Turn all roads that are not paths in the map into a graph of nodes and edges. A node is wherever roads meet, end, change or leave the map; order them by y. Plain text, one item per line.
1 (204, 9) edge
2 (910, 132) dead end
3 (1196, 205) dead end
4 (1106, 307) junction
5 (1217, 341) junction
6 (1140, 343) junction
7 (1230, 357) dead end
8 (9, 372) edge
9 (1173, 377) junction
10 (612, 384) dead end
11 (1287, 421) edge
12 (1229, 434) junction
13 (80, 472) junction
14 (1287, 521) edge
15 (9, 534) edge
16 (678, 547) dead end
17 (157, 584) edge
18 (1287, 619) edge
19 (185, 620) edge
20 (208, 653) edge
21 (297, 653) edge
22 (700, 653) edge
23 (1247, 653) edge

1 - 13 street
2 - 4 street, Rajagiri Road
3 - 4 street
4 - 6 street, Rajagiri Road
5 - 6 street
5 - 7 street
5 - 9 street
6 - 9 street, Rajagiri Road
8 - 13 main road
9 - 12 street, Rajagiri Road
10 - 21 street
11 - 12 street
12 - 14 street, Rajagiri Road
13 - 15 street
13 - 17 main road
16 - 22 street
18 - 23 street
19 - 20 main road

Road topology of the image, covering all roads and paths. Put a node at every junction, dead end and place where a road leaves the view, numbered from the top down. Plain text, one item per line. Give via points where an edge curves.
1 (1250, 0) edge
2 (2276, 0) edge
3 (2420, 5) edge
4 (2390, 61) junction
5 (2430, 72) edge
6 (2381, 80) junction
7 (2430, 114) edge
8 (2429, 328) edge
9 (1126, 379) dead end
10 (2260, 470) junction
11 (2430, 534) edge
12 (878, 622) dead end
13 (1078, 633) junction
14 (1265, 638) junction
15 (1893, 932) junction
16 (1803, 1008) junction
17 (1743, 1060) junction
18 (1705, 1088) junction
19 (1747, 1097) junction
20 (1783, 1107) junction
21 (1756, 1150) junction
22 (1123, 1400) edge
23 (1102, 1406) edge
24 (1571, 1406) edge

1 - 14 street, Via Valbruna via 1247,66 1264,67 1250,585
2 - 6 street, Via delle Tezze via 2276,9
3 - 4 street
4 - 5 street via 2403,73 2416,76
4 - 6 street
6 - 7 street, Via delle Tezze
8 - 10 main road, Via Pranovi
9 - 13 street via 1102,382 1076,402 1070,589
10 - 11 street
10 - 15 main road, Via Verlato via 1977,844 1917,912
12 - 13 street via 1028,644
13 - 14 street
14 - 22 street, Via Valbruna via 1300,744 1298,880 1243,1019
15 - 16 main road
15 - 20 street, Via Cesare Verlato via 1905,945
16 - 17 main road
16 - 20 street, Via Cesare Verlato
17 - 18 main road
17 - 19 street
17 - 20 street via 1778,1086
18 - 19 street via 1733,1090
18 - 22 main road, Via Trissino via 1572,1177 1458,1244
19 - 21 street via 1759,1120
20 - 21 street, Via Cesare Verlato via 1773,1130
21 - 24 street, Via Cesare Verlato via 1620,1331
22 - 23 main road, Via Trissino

++++++

» TASK ITEM:
Please reproduce the listing word for word, but only from the line that contains "Road topology of" to its last line, inclusive.

» ANSWER TO THE EXERCISE:
Road topology of the image, covering all roads and paths. Put a node at every junction, dead end and place where a road leaves the view, numbered from the top down. Plain text, one item per line. Give via points where an edge curves.
1 (1250, 0) edge
2 (2276, 0) edge
3 (2420, 5) edge
4 (2390, 61) junction
5 (2430, 72) edge
6 (2381, 80) junction
7 (2430, 114) edge
8 (2429, 328) edge
9 (1126, 379) dead end
10 (2260, 470) junction
11 (2430, 534) edge
12 (878, 622) dead end
13 (1078, 633) junction
14 (1265, 638) junction
15 (1893, 932) junction
16 (1803, 1008) junction
17 (1743, 1060) junction
18 (1705, 1088) junction
19 (1747, 1097) junction
20 (1783, 1107) junction
21 (1756, 1150) junction
22 (1123, 1400) edge
23 (1102, 1406) edge
24 (1571, 1406) edge

1 - 14 street, Via Valbruna via 1247,66 1264,67 1250,585
2 - 6 street, Via delle Tezze via 2276,9
3 - 4 street
4 - 5 street via 2403,73 2416,76
4 - 6 street
6 - 7 street, Via delle Tezze
8 - 10 main road, Via Pranovi
9 - 13 street via 1102,382 1076,402 1070,589
10 - 11 street
10 - 15 main road, Via Verlato via 1977,844 1917,912
12 - 13 street via 1028,644
13 - 14 street
14 - 22 street, Via Valbruna via 1300,744 1298,880 1243,1019
15 - 16 main road
15 - 20 street, Via Cesare Verlato via 1905,945
16 - 17 main road
16 - 20 street, Via Cesare Verlato
17 - 18 main road
17 - 19 street
17 - 20 street via 1778,1086
18 - 19 street via 1733,1090
18 - 22 main road, Via Trissino via 1572,1177 1458,1244
19 - 21 street via 1759,1120
20 - 21 street, Via Cesare Verlato via 1773,1130
21 - 24 street, Via Cesare Verlato via 1620,1331
22 - 23 main road, Via Trissino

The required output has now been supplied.